_EXERCISE AIM_
Across the records below, how many lines contain the string "joint"? Give the number by itself.

*** ENTRIES PROVIDED

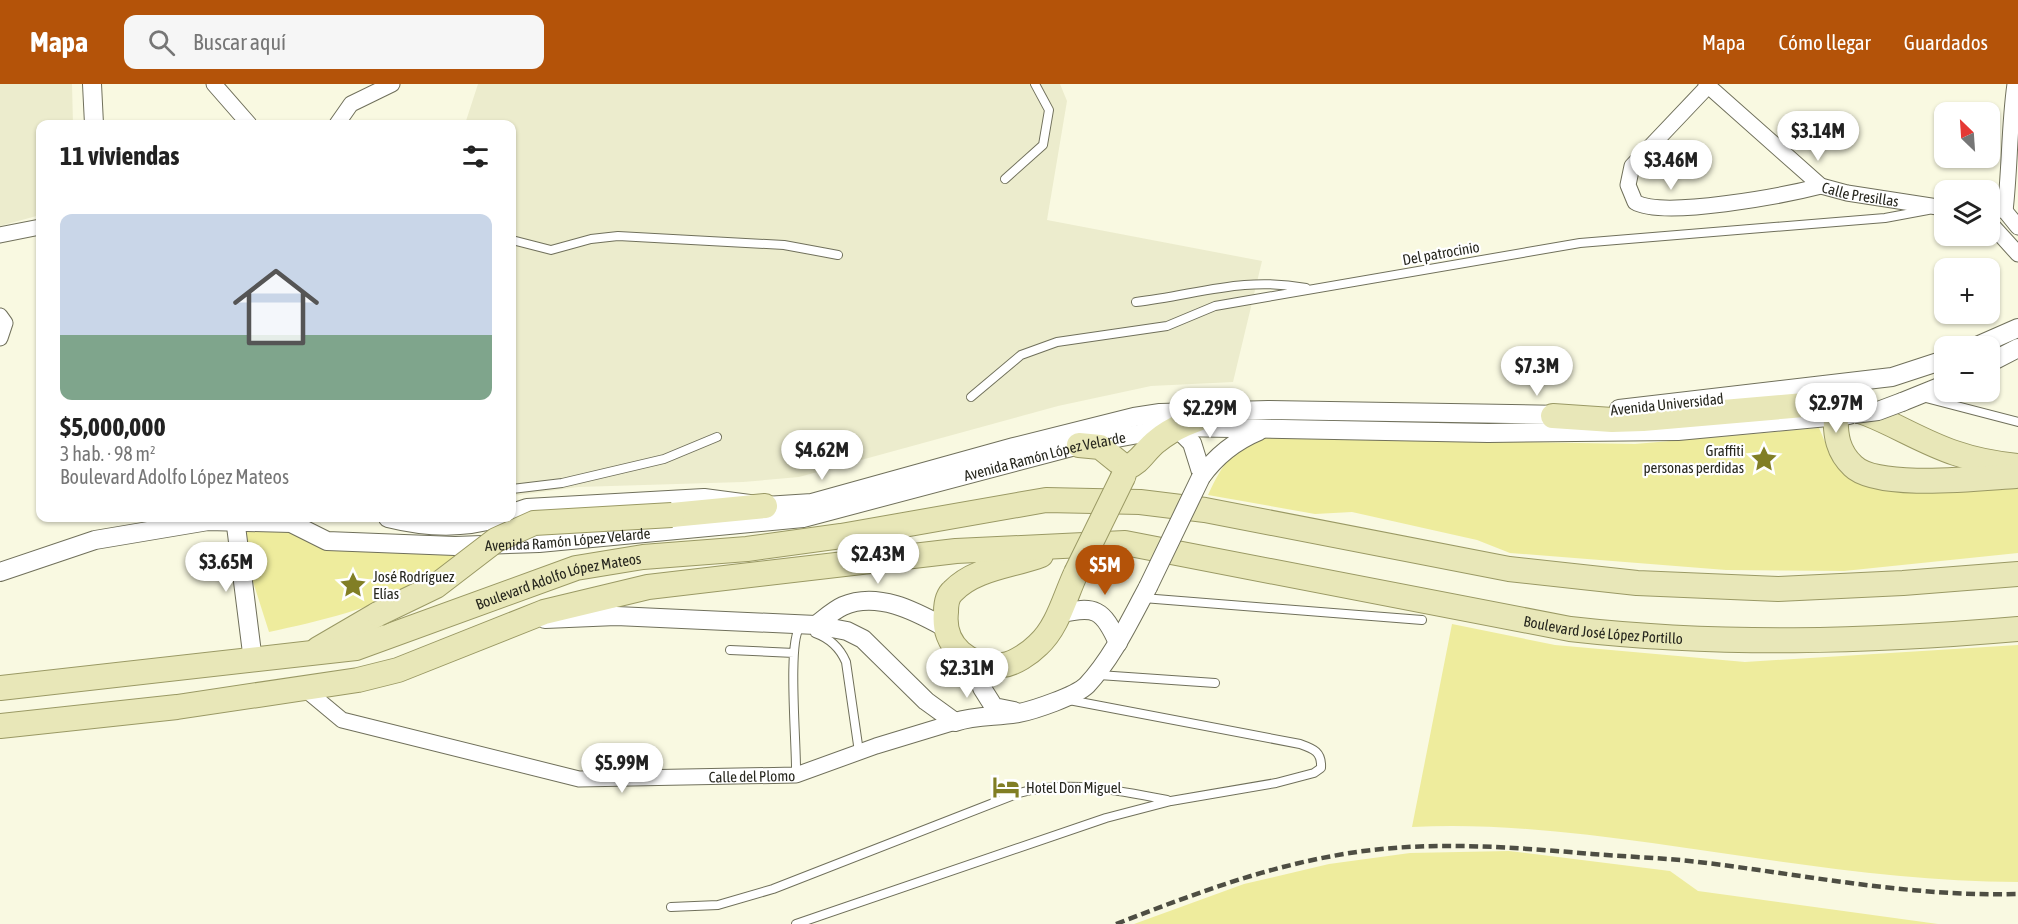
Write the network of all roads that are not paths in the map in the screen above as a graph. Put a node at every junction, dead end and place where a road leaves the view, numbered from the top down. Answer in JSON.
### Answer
{"nodes":[{"id":1,"x":92,"y":84,"type":"edge"},
{"id":2,"x":214,"y":84,"type":"edge"},
{"id":3,"x":392,"y":84,"type":"edge"},
{"id":4,"x":1035,"y":84,"type":"edge"},
{"id":5,"x":2015,"y":84,"type":"edge"},
{"id":6,"x":1707,"y":85,"type":"edge"},
{"id":7,"x":94,"y":120,"type":"edge"},
{"id":8,"x":246,"y":120,"type":"edge"},
{"id":9,"x":340,"y":120,"type":"edge"},
{"id":10,"x":1005,"y":179,"type":"dead end"},
{"id":11,"x":1821,"y":186,"type":"junction"},
{"id":12,"x":1934,"y":207,"type":"edge"},
{"id":13,"x":1934,"y":209,"type":"edge"},
{"id":14,"x":2000,"y":210,"type":"edge"},
{"id":15,"x":2005,"y":211,"type":"junction"},
{"id":16,"x":36,"y":227,"type":"edge"},
{"id":17,"x":2018,"y":227,"type":"edge"},
{"id":18,"x":2000,"y":234,"type":"edge"},
{"id":19,"x":0,"y":235,"type":"edge"},
{"id":20,"x":516,"y":241,"type":"edge"},
{"id":21,"x":2018,"y":254,"type":"edge"},
{"id":22,"x":838,"y":255,"type":"dead end"},
{"id":23,"x":1313,"y":289,"type":"junction"},
{"id":24,"x":1136,"y":302,"type":"dead end"},
{"id":25,"x":0,"y":316,"type":"edge"},
{"id":26,"x":2018,"y":328,"type":"edge"},
{"id":27,"x":2000,"y":336,"type":"edge"},
{"id":28,"x":0,"y":338,"type":"edge"},
{"id":29,"x":2018,"y":348,"type":"edge"},
{"id":30,"x":2000,"y":357,"type":"edge"},
{"id":31,"x":1934,"y":363,"type":"edge"},
{"id":32,"x":1934,"y":390,"type":"edge"},
{"id":33,"x":1920,"y":396,"type":"junction"},
{"id":34,"x":971,"y":398,"type":"dead end"},
{"id":35,"x":1220,"y":411,"type":"joint"},
{"id":36,"x":1553,"y":416,"type":"junction"},
{"id":37,"x":1835,"y":416,"type":"junction"},
{"id":38,"x":1168,"y":420,"type":"junction"},
{"id":39,"x":2018,"y":422,"type":"edge"},
{"id":40,"x":1135,"y":425,"type":"junction"},
{"id":41,"x":1269,"y":427,"type":"junction"},
{"id":42,"x":717,"y":436,"type":"dead end"},
{"id":43,"x":1079,"y":445,"type":"junction"},
{"id":44,"x":2018,"y":466,"type":"edge"},
{"id":45,"x":1124,"y":473,"type":"junction"},
{"id":46,"x":1202,"y":476,"type":"junction"},
{"id":47,"x":2018,"y":476,"type":"edge"},
{"id":48,"x":516,"y":489,"type":"edge"},
{"id":49,"x":765,"y":506,"type":"junction"},
{"id":50,"x":516,"y":512,"type":"edge"},
{"id":51,"x":166,"y":522,"type":"edge"},
{"id":52,"x":202,"y":522,"type":"edge"},
{"id":53,"x":235,"y":522,"type":"edge"},
{"id":54,"x":277,"y":522,"type":"edge"},
{"id":55,"x":405,"y":522,"type":"edge"},
{"id":56,"x":434,"y":522,"type":"edge"},
{"id":57,"x":456,"y":522,"type":"edge"},
{"id":58,"x":486,"y":522,"type":"edge"},
{"id":59,"x":413,"y":524,"type":"junction"},
{"id":60,"x":397,"y":545,"type":"junction"},
{"id":61,"x":1068,"y":545,"type":"junction"},
{"id":62,"x":1194,"y":555,"type":"joint"},
{"id":63,"x":0,"y":564,"type":"edge"},
{"id":64,"x":0,"y":572,"type":"edge"},
{"id":65,"x":2018,"y":574,"type":"edge"},
{"id":66,"x":1145,"y":593,"type":"junction"},
{"id":67,"x":1059,"y":614,"type":"junction"},
{"id":68,"x":525,"y":620,"type":"junction"},
{"id":69,"x":1422,"y":620,"type":"dead end"},
{"id":70,"x":816,"y":625,"type":"junction"},
{"id":71,"x":944,"y":627,"type":"junction"},
{"id":72,"x":2018,"y":629,"type":"edge"},
{"id":73,"x":795,"y":633,"type":"junction"},
{"id":74,"x":1118,"y":643,"type":"junction"},
{"id":75,"x":730,"y":650,"type":"dead end"},
{"id":76,"x":794,"y":653,"type":"junction"},
{"id":77,"x":309,"y":655,"type":"junction"},
{"id":78,"x":253,"y":661,"type":"junction"},
{"id":79,"x":1004,"y":665,"type":"junction"},
{"id":80,"x":1094,"y":675,"type":"junction"},
{"id":81,"x":1215,"y":683,"type":"dead end"},
{"id":82,"x":0,"y":688,"type":"edge"},
{"id":83,"x":306,"y":690,"type":"junction"},
{"id":84,"x":1062,"y":699,"type":"junction"},
{"id":85,"x":1020,"y":713,"type":"junction"},
{"id":86,"x":955,"y":722,"type":"junction"},
{"id":87,"x":0,"y":726,"type":"edge"},
{"id":88,"x":859,"y":752,"type":"junction"},
{"id":89,"x":796,"y":775,"type":"junction"},
{"id":90,"x":1171,"y":801,"type":"junction"},
{"id":91,"x":671,"y":907,"type":"dead end"},
{"id":92,"x":796,"y":924,"type":"edge"}],
"edges":[{"from":1,"to":7,"type":"street"},
{"from":2,"to":8,"type":"street"},
{"from":3,"to":9,"type":"street"},
{"from":4,"to":10,"type":"lane"},
{"from":5,"to":15,"type":"street"},
{"from":6,"to":11,"type":"street","name":"Calle Presillas"},
{"from":6,"to":11,"type":"street"},
{"from":11,"to":12,"type":"street","name":"Calle Presillas"},
{"from":13,"to":23,"type":"lane","name":"Del patrocinio"},
{"from":14,"to":15,"type":"street"},
{"from":15,"to":17,"type":"street"},
{"from":16,"to":19,"type":"street"},
{"from":18,"to":21,"type":"street"},
{"from":20,"to":22,"type":"lane"},
{"from":23,"to":24,"type":"lane"},
{"from":23,"to":34,"type":"lane","name":"Del patrocinio"},
{"from":25,"to":28,"type":"street"},
{"from":26,"to":27,"type":"street"},
{"from":29,"to":30,"type":"street"},
{"from":31,"to":36,"type":"street","name":"Avenida Universidad"},
{"from":32,"to":33,"type":"street"},
{"from":33,"to":37,"type":"street","name":"Avenida Universidad","bridge":true},
{"from":33,"to":39,"type":"lane"},
{"from":35,"to":36,"type":"street","name":"Avenida Universidad"},
{"from":35,"to":38,"type":"main road"},
{"from":36,"to":44,"type":"main road"},
{"from":37,"to":41,"type":"street","name":"Avenida Universidad"},
{"from":37,"to":47,"type":"main road"},
{"from":38,"to":40,"type":"street","name":"Avenida Universidad"},
{"from":38,"to":41,"type":"street","name":"Avenida Universidad"},
{"from":38,"to":45,"type":"main road"},
{"from":38,"to":46,"type":"street"},
{"from":40,"to":43,"type":"street","name":"Avenida Ramón López Velarde"},
{"from":40,"to":49,"type":"street","name":"Avenida Ramón López Velarde"},
{"from":41,"to":46,"type":"street"},
{"from":42,"to":48,"type":"lane"},
{"from":43,"to":45,"type":"main road"},
{"from":43,"to":60,"type":"street","name":"Avenida Ramón López Velarde"},
{"from":45,"to":67,"type":"main road","bridge":true},
{"from":46,"to":66,"type":"street","bridge":true},
{"from":49,"to":50,"type":"street","name":"Avenida Ramón López Velarde"},
{"from":49,"to":77,"type":"main road","bridge":true},
{"from":51,"to":63,"type":"street"},
{"from":52,"to":64,"type":"street","name":"Avenida Ramón López Velarde"},
{"from":53,"to":78,"type":"street"},
{"from":54,"to":60,"type":"street","name":"Avenida Ramón López Velarde"},
{"from":55,"to":59,"type":"street","name":"Avenida Ramón López Velarde"},
{"from":56,"to":59,"type":"street","name":"Avenida Ramón López Velarde"},
{"from":57,"to":58,"type":"street","name":"Avenida Ramón López Velarde"},
{"from":59,"to":60,"type":"street"},
{"from":61,"to":62,"type":"main road","name":"Boulevard Adolfo López Mateos"},
{"from":61,"to":68,"type":"main road","name":"Boulevard Adolfo López Mateos"},
{"from":61,"to":71,"type":"main road"},
{"from":62,"to":72,"type":"main road","name":"Boulevard José López Portillo"},
{"from":65,"to":77,"type":"main road","name":"Boulevard Adolfo López Mateos"},
{"from":66,"to":69,"type":"lane"},
{"from":66,"to":74,"type":"street"},
{"from":67,"to":74,"type":"street"},
{"from":67,"to":79,"type":"main road"},
{"from":68,"to":70,"type":"street","name":"Boulevard Adolfo López Mateos"},
{"from":68,"to":83,"type":"main road","name":"Boulevard Adolfo López Mateos"},
{"from":70,"to":71,"type":"street"},
{"from":70,"to":73,"type":"lane"},
{"from":70,"to":86,"type":"street","name":"Boulevard Adolfo López Mateos"},
{"from":71,"to":79,"type":"main road"},
{"from":73,"to":76,"type":"lane"},
{"from":73,"to":88,"type":"lane"},
{"from":74,"to":80,"type":"street"},
{"from":75,"to":76,"type":"lane"},
{"from":76,"to":89,"type":"lane"},
{"from":77,"to":78,"type":"main road","name":"Boulevard Adolfo López Mateos"},
{"from":78,"to":82,"type":"main road","name":"Boulevard Adolfo López Mateos"},
{"from":79,"to":85,"type":"street"},
{"from":80,"to":81,"type":"lane"},
{"from":80,"to":84,"type":"street"},
{"from":83,"to":87,"type":"main road","name":"Boulevard Adolfo López Mateos"},
{"from":83,"to":89,"type":"street","name":"Calle del Plomo"},
{"from":84,"to":85,"type":"street"},
{"from":84,"to":90,"type":"lane"},
{"from":85,"to":86,"type":"street"},
{"from":86,"to":88,"type":"street","name":"Calle del Plomo"},
{"from":88,"to":89,"type":"street","name":"Calle del Plomo"},
{"from":90,"to":91,"type":"lane"},
{"from":90,"to":92,"type":"lane"}]}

******

_FINAL ANSWER_
2